“Wat nu?” De stem van mijn vriendin klonk benauwd.
“Ik verzin wel iets,” beloofde ik haar snel.
Maar eerlijk gezegd wist ik eigenlijk ook niet zo snel een oplossing.
We waren 16 jaar en op vakantie met haar ouders. Stiekem waren we ’s avonds laat uit ons tentje geslopen om naar een café te gaan, waar voornamelijk de plaatselijke jeugd rondhing.
“Er zijn hier alleen maar jongens, die ons de hele tijd aanstaren,” piepte mijn vriendin al na een kwartier. “We kunnen nooit meer terug naar onze tent. Ik weet zeker dat ze ons zullen volgen en onderweg lastig zullen vallen. Hoe komen we van die jongens af?”
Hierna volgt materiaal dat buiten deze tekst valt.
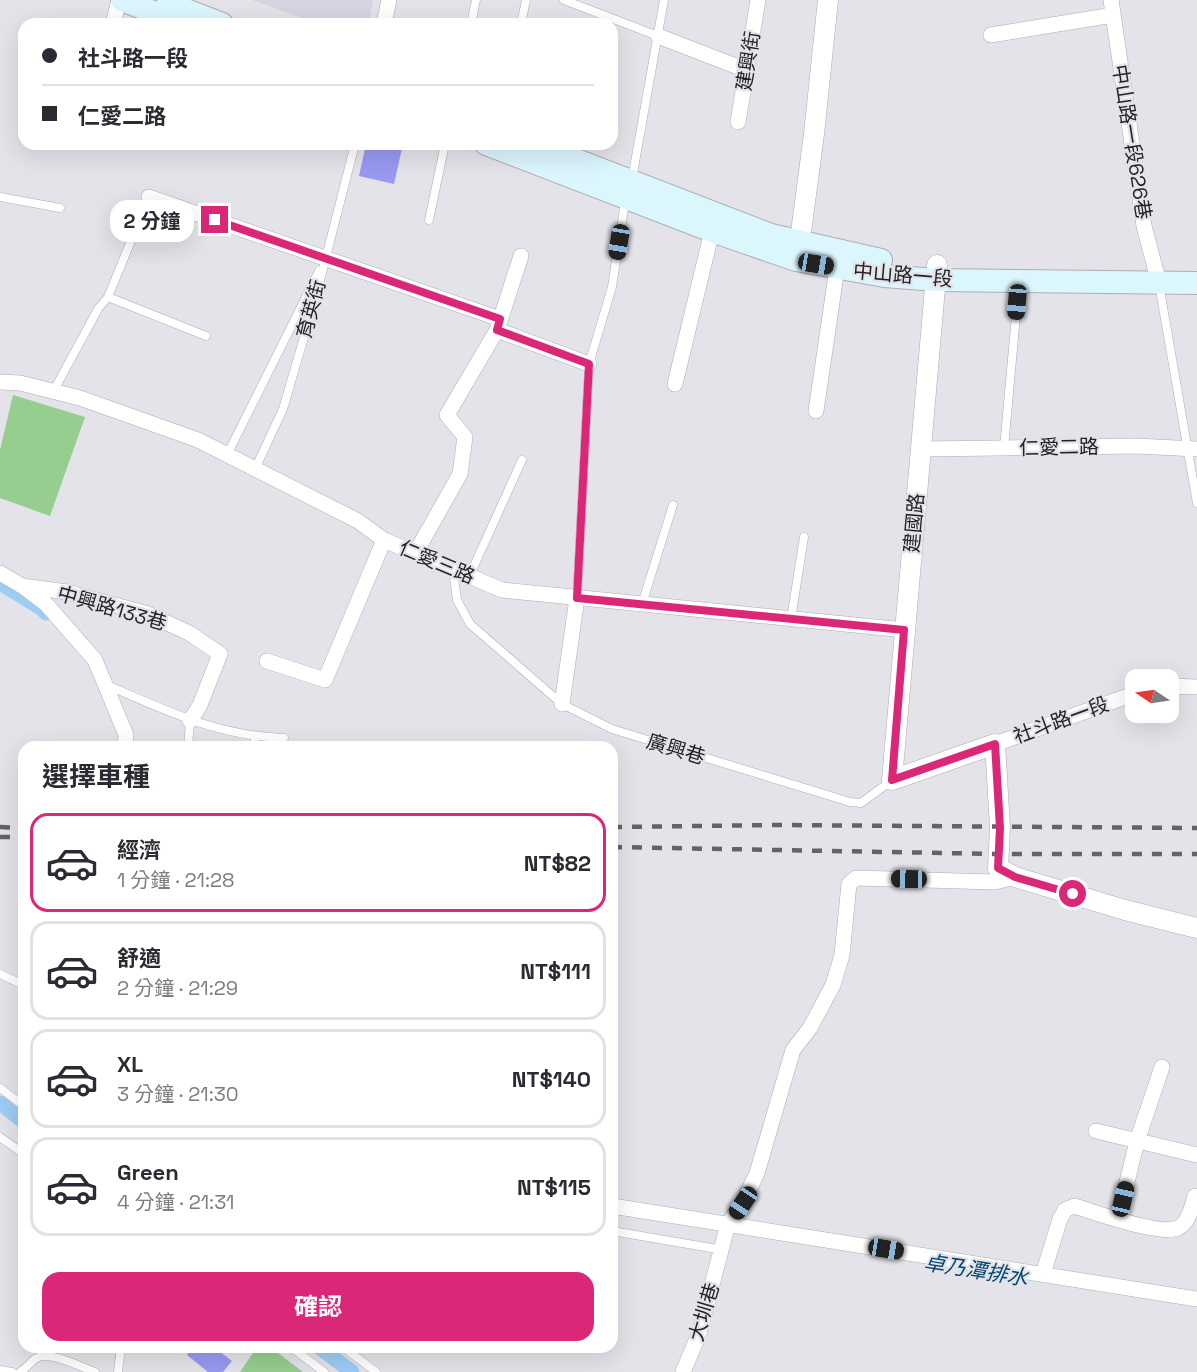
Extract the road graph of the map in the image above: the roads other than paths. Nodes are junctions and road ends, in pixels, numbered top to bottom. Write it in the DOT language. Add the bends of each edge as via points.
graph roads {
  1 [pos="120,0"];
  2 [pos="161,0"];
  3 [pos="389,0"];
  4 [pos="476,0"];
  5 [pos="526,0"];
  6 [pos="564,0"];
  7 [pos="664,0"];
  8 [pos="758,0"];
  9 [pos="828,0"];
  10 [pos="1112,8"];
  11 [pos="115,18"];
  12 [pos="168,18"];
  13 [pos="207,18"];
  14 [pos="385,18"];
  15 [pos="472,18"];
  16 [pos="522,18"];
  17 [pos="611,18"];
  18 [pos="618,21"];
  19 [pos="991,35"];
  20 [pos="658,36"];
  21 [pos="746,69"];
  22 [pos="738,122"];
  23 [pos="353,150"];
  24 [pos="444,150"];
  25 [pos="505,150"];
  26 [pos="548,150"];
  27 [pos="629,189"];
  28 [pos="0,197"];
  29 [pos="149,197"];
  30 [pos="60,208"];
  31 [pos="429,220"];
  32 [pos="712,231"];
  33 [pos="798,251"];
  34 [pos="521,256"];
  35 [pos="325,259"];
  36 [pos="1197,267"];
  37 [pos="837,268"];
  38 [pos="937,273"];
  39 [pos="1156,275"];
  40 [pos="1019,281"];
  41 [pos="1197,283"];
  42 [pos="108,297"];
  43 [pos="498,325"];
  44 [pos="206,336"];
  45 [pos="589,364"];
  46 [pos="0,382"];
  47 [pos="675,384"];
  48 [pos="53,392"];
  49 [pos="816,411"];
  50 [pos="1004,448"];
  51 [pos="921,449"];
  52 [pos="1193,449"];
  53 [pos="227,455"];
  54 [pos="522,460"];
  55 [pos="255,469"];
  56 [pos="1197,503"];
  57 [pos="673,506"];
  58 [pos="804,537"];
  59 [pos="384,540"];
  60 [pos="416,552"];
  61 [pos="453,570"];
  62 [pos="0,573"];
  63 [pos="469,577"];
  64 [pos="22,586"];
  65 [pos="577,598"];
  66 [pos="642,604"];
  67 [pos="791,619"];
  68 [pos="904,630"];
  69 [pos="267,661"];
  70 [pos="106,684"];
  71 [pos="1179,686"];
  72 [pos="1197,687"];
  73 [pos="1125,697"];
  74 [pos="562,704"];
  75 [pos="189,721"];
  76 [pos="255,737"];
  77 [pos="284,738"];
  78 [pos="126,741"];
  79 [pos="188,741"];
  80 [pos="255,741"];
  81 [pos="995,744"];
  82 [pos="892,780"];
  83 [pos="1015,877"];
  84 [pos="1197,928"];
  85 [pos="0,974"];
  86 [pos="18,982"];
  87 [pos="1162,1067"];
  88 [pos="0,1088"];
  89 [pos="18,1102"];
  90 [pos="1096,1131"];
  91 [pos="0,1137"];
  92 [pos="1137,1141"];
  93 [pos="18,1150"];
  94 [pos="1197,1155"];
  95 [pos="1196,1193"];
  96 [pos="618,1207"];
  97 [pos="1118,1219"];
  98 [pos="728,1224"];
  99 [pos="618,1232"];
  100 [pos="724,1246"];
  101 [pos="1043,1274"];
  102 [pos="1197,1299"];
  103 [pos="120,1353"];
  104 [pos="299,1353"];
  105 [pos="351,1353"];
  106 [pos="0,1370"];
  107 [pos="12,1372"];
  108 [pos="21,1372"];
  109 [pos="95,1372"];
  110 [pos="118,1372"];
  111 [pos="324,1372"];
  112 [pos="376,1372"];
  113 [pos="683,1372"];
  1 -- 11 [label="street"];
  1 -- 12 [label="main road"];
  2 -- 13 [label="main road"];
  3 -- 14 [label="street"];
  4 -- 15 [label="lane"];
  5 -- 16 [label="lane"];
  6 -- 17 [label="lane"];
  7 -- 20 [label="lane"];
  8 -- 21 [label="street, 建興街"];
  9 -- 33 [label="street"];
  10 -- 19 [label="street"];
  10 -- 39 [label="street, 中山路一段626巷" via="1144,226"];
  18 -- 20 [label="lane"];
  20 -- 21 [label="street"];
  20 -- 27 [label="lane"];
  21 -- 22 [label="street, 建興街"];
  23 -- 35 [label="lane, 育英街"];
  24 -- 31 [label="lane"];
  25 -- 27 [label="main road, 中山路一段"];
  26 -- 27 [label="main road, 中山路一段"];
  27 -- 32 [label="main road, 中山路一段"];
  27 -- 33 [label="main road, 中山路一段" via="771,235"];
  27 -- 45 [label="lane" via="612,287"];
  28 -- 30 [label="lane"];
  29 -- 35 [label="street"];
  29 -- 42 [label="lane"];
  32 -- 33 [label="main road, 中山路一段"];
  32 -- 47 [label="street"];
  33 -- 37 [label="main road, 中山路一段"];
  33 -- 38 [label="main road, 中山路一段" via="892,262"];
  34 -- 43 [label="street"];
  35 -- 43 [label="street"];
  35 -- 53 [label="lane"];
  35 -- 55 [label="lane, 育英街" via="283,409"];
  36 -- 39 [label="main road, 中山路一段"];
  37 -- 38 [label="main road, 中山路一段" via="884,276"];
  37 -- 49 [label="street"];
  38 -- 39 [label="main road, 中山路一段"];
  38 -- 40 [label="main road, 中山路一段"];
  38 -- 51 [label="street, 建國路"];
  39 -- 40 [label="main road, 中山路一段"];
  39 -- 41 [label="main road, 中山路一段"];
  39 -- 52 [label="lane"];
  40 -- 50 [label="lane"];
  42 -- 44 [label="lane"];
  42 -- 48 [label="lane"];
  43 -- 45 [label="street"];
  43 -- 60 [label="street" via="447,415 465,436 460,474"];
  45 -- 65 [label="lane"];
  46 -- 48 [label="street, 仁愛三路"];
  48 -- 53 [label="street, 仁愛三路" via="198,440"];
  50 -- 51 [label="street, 仁愛二路"];
  50 -- 52 [label="street, 仁愛二路"];
  51 -- 68 [label="street, 建國路"];
  52 -- 56 [label="lane"];
  53 -- 55 [label="street, 仁愛三路"];
  54 -- 63 [label="lane"];
  55 -- 59 [label="street, 仁愛三路" via="358,521"];
  57 -- 66 [label="lane"];
  58 -- 67 [label="lane"];
  59 -- 60 [label="street, 仁愛三路"];
  59 -- 69 [label="street" via="325,680"];
  60 -- 61 [label="street, 仁愛三路"];
  61 -- 63 [label="street, 仁愛三路"];
  61 -- 74 [label="lane, 廣興巷" via="457,600 470,624"];
  62 -- 64 [label="street, 中興路133巷"];
  63 -- 65 [label="street, 仁愛三路" via="502,590"];
  64 -- 70 [label="street" via="46,604 95,660"];
  64 -- 75 [label="street, 中興路133巷" via="67,592 148,614 189,633 219,654 200,705"];
  65 -- 66 [label="street, 仁愛三路"];
  65 -- 74 [label="street"];
  66 -- 67 [label="street, 仁愛三路"];
  67 -- 68 [label="street, 仁愛三路"];
  68 -- 82 [label="street, 建國路"];
  70 -- 75 [label="lane"];
  70 -- 78 [label="street"];
  71 -- 72 [label="street"];
  73 -- 81 [label="street, 社斗路一段"];
  74 -- 82 [label="lane, 廣興巷" via="612,729 850,802 861,803"];
  75 -- 76 [label="lane"];
  75 -- 79 [label="lane"];
  76 -- 77 [label="lane"];
  76 -- 80 [label="lane"];
  81 -- 82 [label="street"];
  81 -- 83 [label="street, 社斗路一段" via="998,868"];
  83 -- 84 [label="street"];
  83 -- 98 [label="street" via="994,882 856,878 849,884 842,955 833,985 793,1050 757,1173"];
  85 -- 86 [label="lane"];
  87 -- 92 [label="street"];
  88 -- 89 [label="lane"];
  90 -- 92 [label="street"];
  91 -- 93 [label="lane"];
  92 -- 94 [label="street"];
  92 -- 97 [label="street"];
  95 -- 97 [label="street" via="1188,1218 1179,1227 1149,1227"];
  96 -- 98 [label="street"];
  97 -- 101 [label="street" via="1074,1206 1065,1210"];
  98 -- 100 [label="street, 大圳巷"];
  98 -- 101 [label="street"];
  99 -- 100 [label="lane"];
  100 -- 113 [label="street, 大圳巷" via="699,1334"];
  101 -- 102 [label="street"];
  103 -- 110 [label="lane"];
  104 -- 111 [label="lane"];
  105 -- 112 [label="lane"];
  106 -- 107 [label="lane"];
  108 -- 109 [label="lane" via="44,1355"];
}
In mijn onervarenheid was het een vraag, waar ik me geen raad mee wist. Maar ook een vraag, die ik mezelf in mijn latere leven nog vaak genoeg zou stellen. Naarmate ik ouder werd, kwam ik erachter dat het nooit meevalt om je partner de bons te geven, ontslag te nemen of een jarenlange vriendschap of werkrelatie te beëindigen.
Waarschijnlijk is dit ook een gevoelig punt dat meespeelt tijdens de huidige kabinetsformatie. Hoe raken we zo’n halsstarrige minister-president op een nette manier kwijt?
Mijn creativiteit om de opdringerige Franse jongens af te poeieren, liet aanvankelijk ook even op zich wachten.
“Weet je wat, we bestellen nog een cola,” opperde ik quasi opgewekt.
Maar na vijf cola’s nam niet alleen de frequentie van mijn hartslag toe, maar ook die van de jongemannen. Broeierig en ongegeneerd werden we van alle kanten bekeken en gekeurd.
“Wat nu? Ik wil terug naar de tent!”
“Wacht maar, ik heb een plan. Welke twee jongens zien er het meest verlegen uit?”
Mijn vriendin speurde rond en ontdekte twee jongens, die verschrikt de andere kant opkeken zodra haar blik die van hen kruiste.
“Die daar.”
“Grappig, toevallig had ik die twee ook in gedachten. Weet je wat? We pappen met ze aan, vragen hen om ons naar de tent te brengen en poeieren ze daar zo snel mogelijk af. Niet vergeten om meteen de tent goed dicht te ritsen!”
“Ze zien er niet uit?! Kun je niks beters verzinnen?”
“Nee.” Mijn antwoord klonk beslist. “Want een knappe, populaire boy durft veel meer, snap je?”
“Hmm. En deze jongens zijn waarschijnlijk veel te verlegen en te onervaren met meisjes om…”
“Precies!”
Keurig werden we thuisgebracht. We bedankten de jongens vriendelijk en schoten ons tentje in. Enigszins beteuterd draaiden ze zich weer om en dropen af. Maar de volgende dag kwamen ze op het strand weer tegen. Stralend liep het tweetal op ons af.
“Shit, daar heb je ze weer… Hoe komen we nu nog van hen af?”
Daar had ik nog niet over nagedacht.
“Laat mij maar even.”
Met geveinsde verbazing liet ik de jongens in mijn gebrekkige schoolfrans weten, dat ze me beslist niet bekend voorkwamen.
“Hier soirée?” (“En gisterenavond dan?”), stamelde de ene knaap hulpeloos.”
“Nee hoor, ónmogelijk,” antwoordde ik. “Nooit eerder gezien. Jamais vue…”
Op het moment dat ik deze woorden uitsprak, had ik al spijt. Meteen voelde ik een diep medelijden. De gedesillusioneerde blik van de jongen raakte mij, maar natuurlijk kon ik niet meer terug. Het was een pijnlijke, maar achteraf gezien best wel adequate oplossing om van iemand af te komen.
Dus wellicht dat we deze methode ook kunnen gebruiken om eindelijk eens van Rutte te worden verlost?
“Sorry meneer, maar wij hebben u hier nooit eerder gezien?! U was….?”
Natuurlijk zal hij eerst wat tegensputteren en proberen ieders geheugen op te frissen. Uiteraard zal hij ons eraan proberen te herinneren dat hij al jarenlang de functie van minister-president bekleedt. Maar dan is het vooral van belang, dat iedereen stug blijft ontkennen.
“Nee, sorry. We hebben werkelijk geen enkele actieve herinnering bij het horen van uw naam.”